Route information
- Maintained by ALDOT
- Length: 9.350 mi (15.047 km)
- Existed: March 2003^{[citation needed]}–present

Major junctions
- South end: US 72 in Stevenson
- North end: US 72 in Bridgeport

Location
- Country: United States
- State: Alabama
- Counties: Jackson

Highway system
- Alabama State Highway System; Interstate; US; State;
| ← SR 275 |  | → US 278 |

= Alabama State Route 277 =

State highway in Alabama, United States

State Route 277 (SR 277) is a 9.350 mi state highway in the northern part of the U.S. state of Alabama, traveling along part of former U.S. Route 72 (US 72) in Jackson County.

==History==

Upon completion of the present US 72 expressway in the 1990s, the old road was given to the county and cities of Stevenson and Bridgeport to maintain as County Road 74 (CR 74), but the local governments convinced the state to take back the road, which was redesignated SR 277 in March 2003.

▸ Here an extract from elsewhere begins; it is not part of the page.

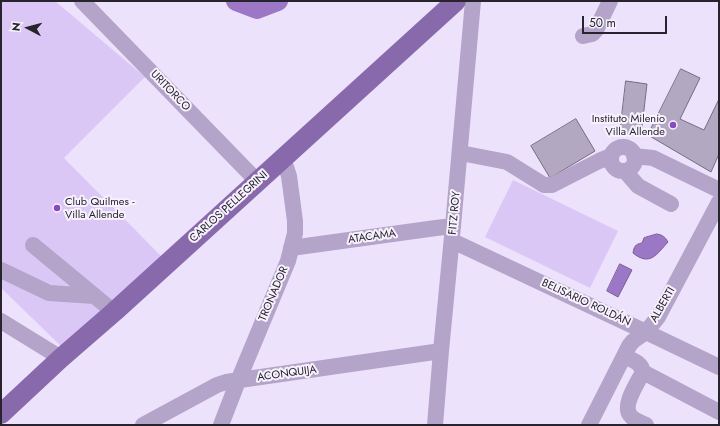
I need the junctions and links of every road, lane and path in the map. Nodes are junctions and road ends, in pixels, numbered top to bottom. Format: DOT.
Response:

County leaders and city leaders in Bridgeport and Stevenson were not happy about the road being their responsibility and turned down requests to take the road back several times. The roadway has many bridges and is designed in such a way that maintenance of the road was deemed too expensive for Jackson County. After a large effort by the county and local state legislators to get the route back under state control, ALDOT reluctantly took back the highway as SR 277, insisting that they would swap mileage with SR 35 west of Scottsboro. However, that mileage swap never occurred and SR 35 west of Scottsboro remains a state-controlled highway.

SR 277 does not include all of former US 72. The route is 9 km long and only includes the portions between the interchange of old US 72 and US 72 east of Stevenson to US 72 just east of Bridgeport.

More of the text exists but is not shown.